Damned If You Don’t
By Randall Garrett
Published by Librivox
Read by Phil Chenovert
There are a number of popular conspiracy theories one hears over the years. The “Used-to-be History Channel” of late seems to be proliferating a scad of ancient alien contact stories as well as more fringe histories than anyone in their right mind can seriously comprehend. Why are these conspiracy theories so popular? Well, there are a lot of possible explanations.
First: many people do not trust the “Establishment,” which includes government and corporations and, in fact, anyone who is more comfortably situated than you are. In the current political cycle this is being exploited by the candidates… all the candidates!… in one way or other, but it is nothing new. Not really. I wish I could say otherwise, and it does seem to have reached a fever pitch as of late, but I think that is just the brash shrillness of the candidates’ voices as they all snipe at each other like a shiver of sharks that has just gotten wind of a tub of Type O being dumped in the sea. The reaction is mindless as is the conspiratorial reaction to it.
One conspiracy theory that emerges with amazing frequency is the story of how successful corporations have bought the rights to and suppressed the invention of useful technology. It usually comes down to the generation of free energy. It does not matter if it is an automobile engine that runs on water or some gizmo that connects to a standard electrical outlet and then powers your entire house for free. The stories are endless.
Of course, I do not believe in this conspiracy theory any more than I believe that Ancient Aliens came to Earth and built the pyramids (Seriously? Are humans so stupid that we cannot stack sandstone blocks on top of each other without other-worldly help? Heck! As a six-year old, I stacked up sugar cubes that way in a restaurant one morning). If one person can invent such a device or method, soon others will as well. And I doubt there are enough government and corporate funds to suppress all the supposed inventions that have been reported over the years. Seems to me the more clever thing to do when encountering free energy (whether it be by perpetual motion, cold fusion or whatever) would, first be certain it works, second buy the rights, and third incorporate the new technology, putting your company lightyears ahead of your competitors. Then finally, license the same tech to your competitors and rake in the cash from every direction at once.
Would such a technology put workers out of their jobs? Technically, maybe, but the company owning and exploiting that tech is going to need workers and likely more than they had before. Retraining the ones you had before is cheaper than finding a whole new workforce and the odds are the experience of the older workers will still apply. Besides, no new tech transition is instantaneous, it is a process, the people won’t lose their jobs in this case, just learn new techniques to do them.

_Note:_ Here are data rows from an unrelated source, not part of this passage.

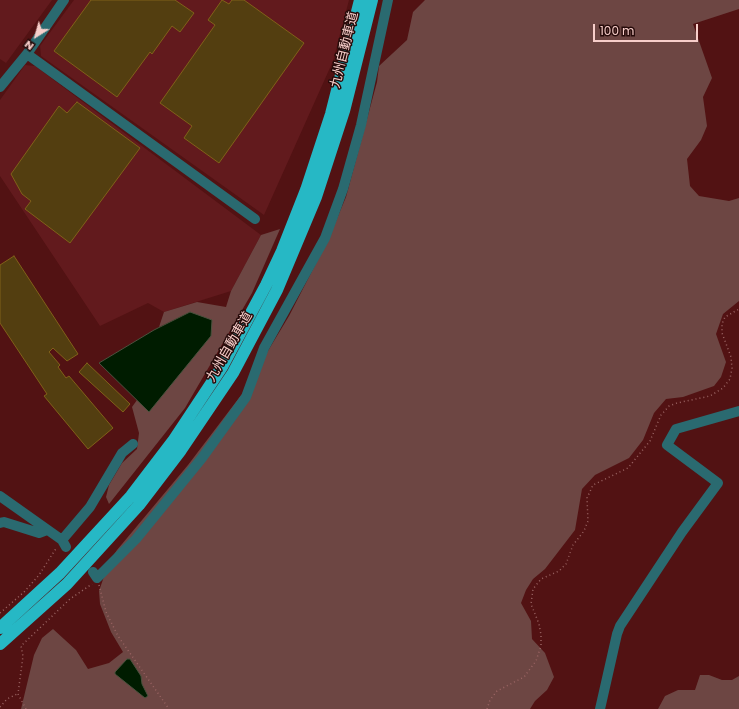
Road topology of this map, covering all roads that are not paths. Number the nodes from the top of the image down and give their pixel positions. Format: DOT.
graph roads {
  1 [pos="64,0"];
  2 [pos="360,0"];
  3 [pos="372,0"];
  4 [pos="388,0"];
  5 [pos="27,54"];
  6 [pos="0,87"];
  7 [pos="255,219"];
  8 [pos="739,411"];
  9 [pos="133,444"];
  10 [pos="0,496"];
  11 [pos="0,523"];
  12 [pos="47,530"];
  13 [pos="95,575"];
  14 [pos="0,628"];
  15 [pos="0,644"];
  16 [pos="600,709"];
  1 -- 5 [label="street"];
  2 -- 14 [label="highway, 九州自動車道"];
  3 -- 15 [label="highway, 九州自動車道"];
  4 -- 13 [label="street"];
  5 -- 6 [label="street"];
  5 -- 7 [label="street"];
  8 -- 16 [label="street"];
  9 -- 12 [label="street"];
  10 -- 12 [label="street"];
  11 -- 12 [label="street"];
}
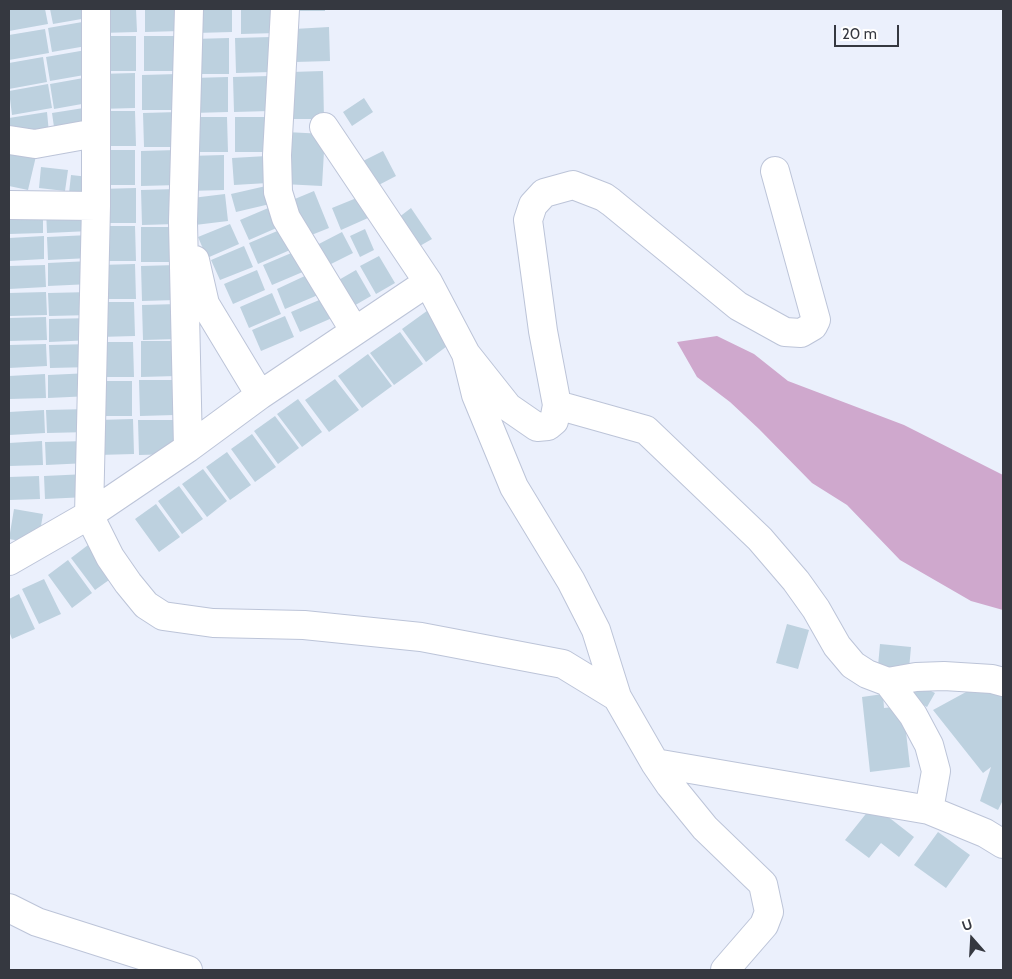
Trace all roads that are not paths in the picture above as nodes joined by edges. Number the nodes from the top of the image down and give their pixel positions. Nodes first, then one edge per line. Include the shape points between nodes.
1 (96, 9) edge
2 (189, 9) edge
3 (285, 9) edge
4 (324, 128) dead end
5 (96, 133) junction
6 (9, 140) edge
7 (775, 171) dead end
8 (9, 205) edge
9 (96, 206) junction
10 (183, 222) junction
11 (428, 282) junction
12 (354, 330) junction
13 (466, 354) junction
14 (260, 395) junction
15 (556, 405) junction
16 (188, 448) junction
17 (89, 515) junction
18 (9, 561) edge
19 (888, 682) junction
20 (1003, 682) edge
21 (618, 697) junction
22 (655, 763) junction
23 (929, 810) junction
24 (1003, 844) edge
25 (9, 908) edge
26 (188, 970) edge
27 (725, 970) edge

1 - 5 street
2 - 10 street
3 - 12 street via 278,192 286,218
4 - 11 street
5 - 6 street via 35,144
5 - 9 street
7 - 15 street via 816,320 813,326 801,333 786,332 738,306 604,197 573,185 544,193 533,205 528,220
8 - 9 street
9 - 17 street
10 - 14 street via 206,304
10 - 16 street
11 - 12 street
11 - 13 street
12 - 14 street
13 - 15 street via 508,406 537,427 554,422
13 - 21 street via 476,395 514,487 580,597 596,630
14 - 16 street
15 - 19 street via 646,430 760,539 796,581 853,666
16 - 17 street
17 - 18 street
17 - 21 street via 110,557 128,583 146,605 163,616 212,623 304,625 421,637 563,664
19 - 20 street via 944,676
19 - 23 street via 913,715 929,744 936,771
21 - 22 street
22 - 23 street
22 - 27 street via 705,828 763,884 768,912 764,925
23 - 24 street
25 - 26 street via 37,922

Some competing fields might get decimated, however. Let’s take coal miners, for example. Cheap/free energy generation will all but wipe out that industry. Not good if you and your community rely on coal. Oh there are other uses for coal, but the demand would go way down and so would the value of the commodity. However, a smart company owning a new cheap energy technology is going to need a lot of employees to make it work and there are going to need them everywhere. They would need the former miners in new capacities.

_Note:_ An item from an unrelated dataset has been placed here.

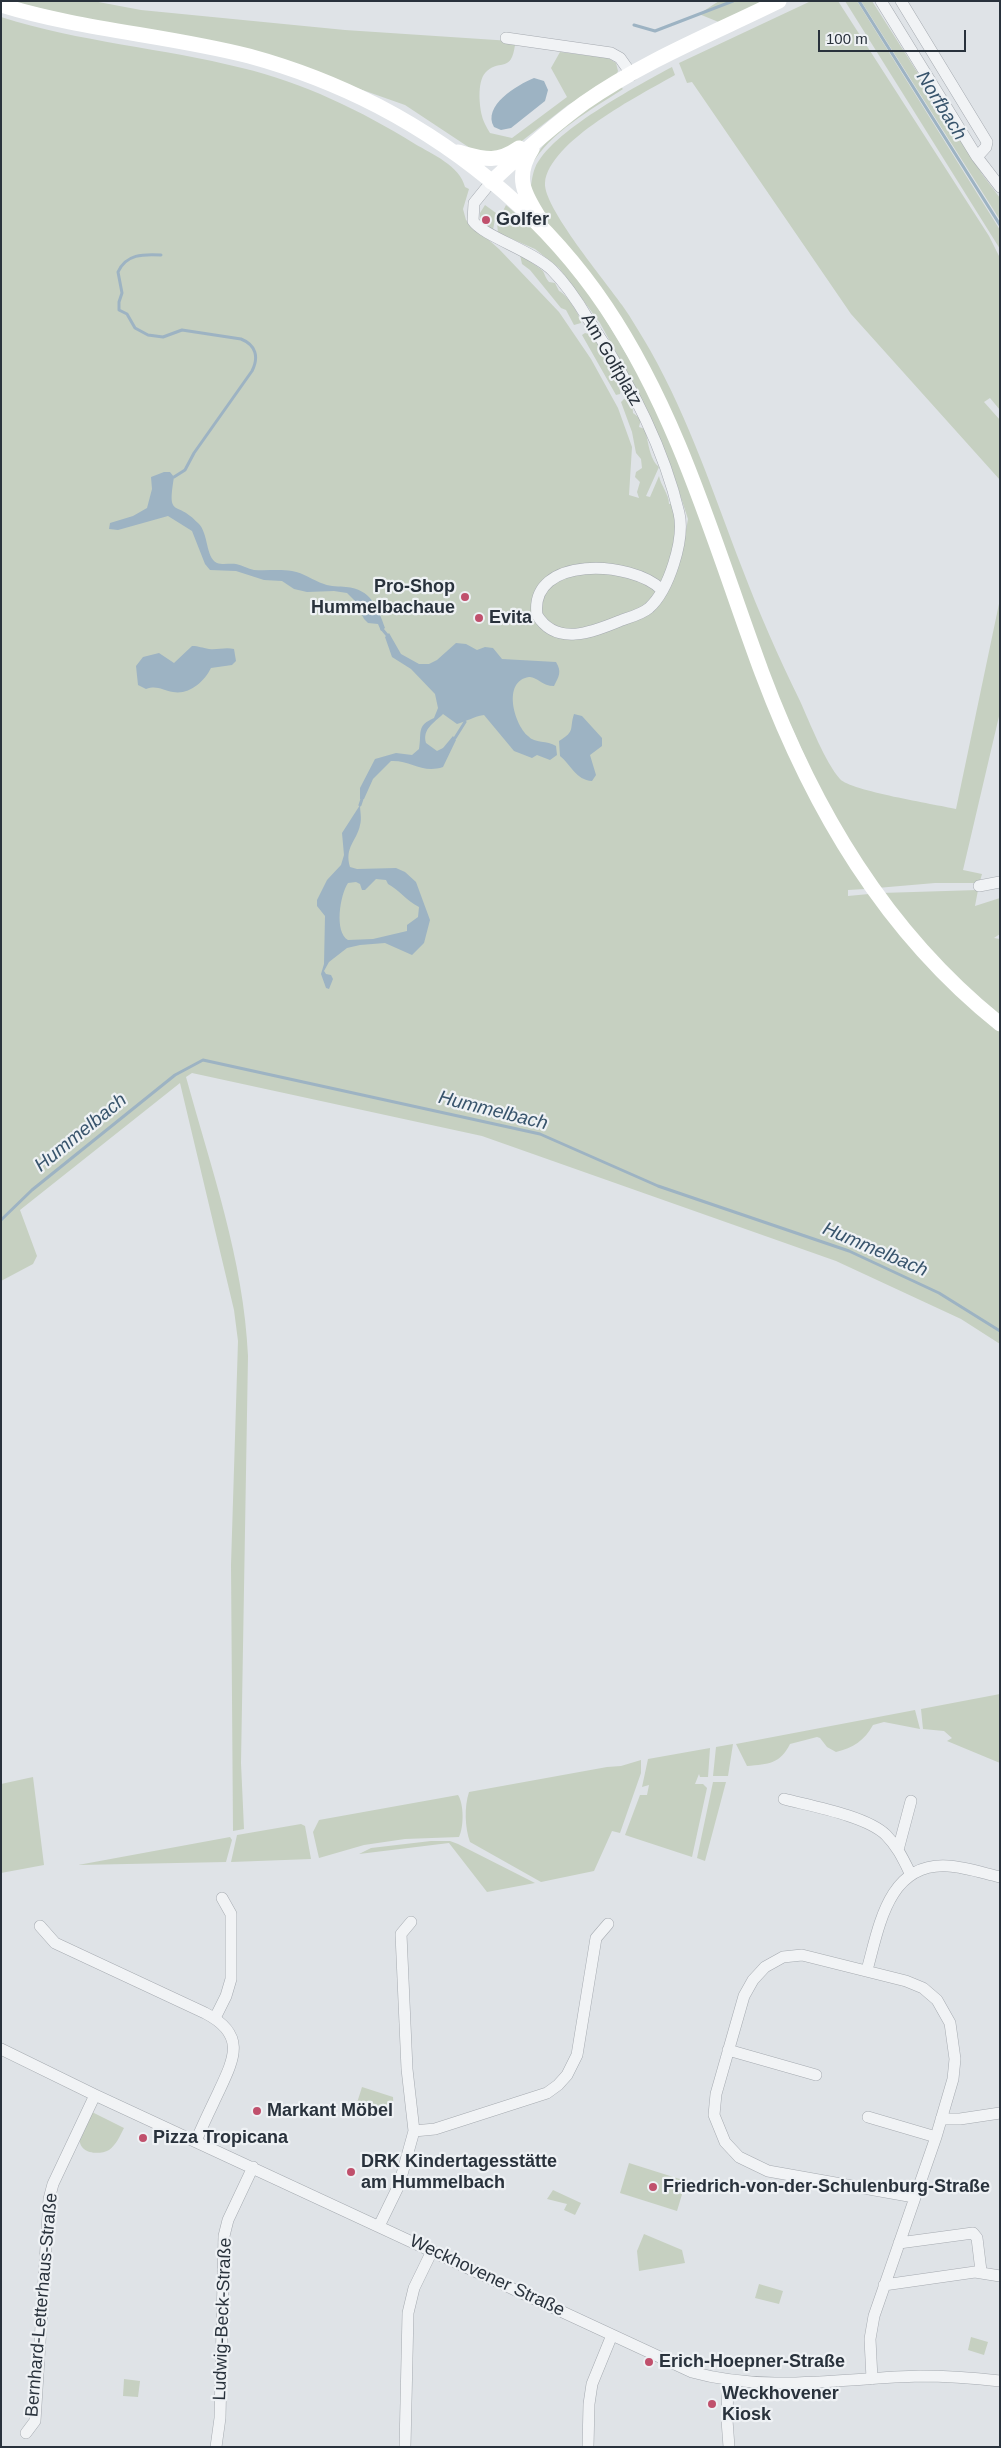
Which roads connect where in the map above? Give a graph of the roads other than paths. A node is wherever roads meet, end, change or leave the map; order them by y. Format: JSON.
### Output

Besides, there is no proof, whatsoever, that a revolutionary new energy tech exists, so the coal industry’s threats continue to be from more conventional quarters. Too bad, because those communities could use such an economic boost as I describe above.
No matter how damaging new tech might be to the status quo, I seriously doubt any workable technology is being suppressed. Don’t tell me it is corporate greed, because it is that very greed that would make sure one corporation or other would exploit it anyway, with or without governmental assistance or suppression. Besides, we do not have a world government. The USA might suppress an invention, but would Great Britain, the European Union? Qatar? Russia? North Korea? Doubtable.
That’s it for this week’s rant. In any case, Garrett presents us with an entertaining story about just that sort of suppression of a means of generating cheap energy by a very small engine (using water for power, I think). It’s somewhat dated, but it was also written over fifty-six years ago and published in 1960 and worldviews change. These days they change several times a week.
A fellow reviewer wrote that Garrett’s arguments against development taking place too rapidly would not hold up today and in a way, that reviewer was correct but that’s because I think in some ways we have developed too rapidly and our technology and culture is in flux. How that is going to turn out, I don’t know. In the short term we have the 2016 USA Presidential election cycle. Never mind who you support or oppose, the situation is a product of everything that had happened up until now and much of the cause has been the high speed of change and development. We’re confused and grasping for answers that may not be there.
So, maybe the story is not as dated as some might think. Just take it in mind as a way we might have gone. Think of it as an analogue of Robert Frost’s Road Not Taken.
I sometimes find Phil Chenovert’s reading style slightly annoying. He frequently sounds sarcastic, ironic, sardonic and other words ending in “ic.” However, I have come to think that his style is ideally suited to Randall Garrett’s SF stories. The stories and the characters in them sound that way to me too, so there may truly be no one better for reading them.
It’s an old story that does not hold up on its original merits, but I think it still has something worth saying in it and Phil Chenovert reads it well.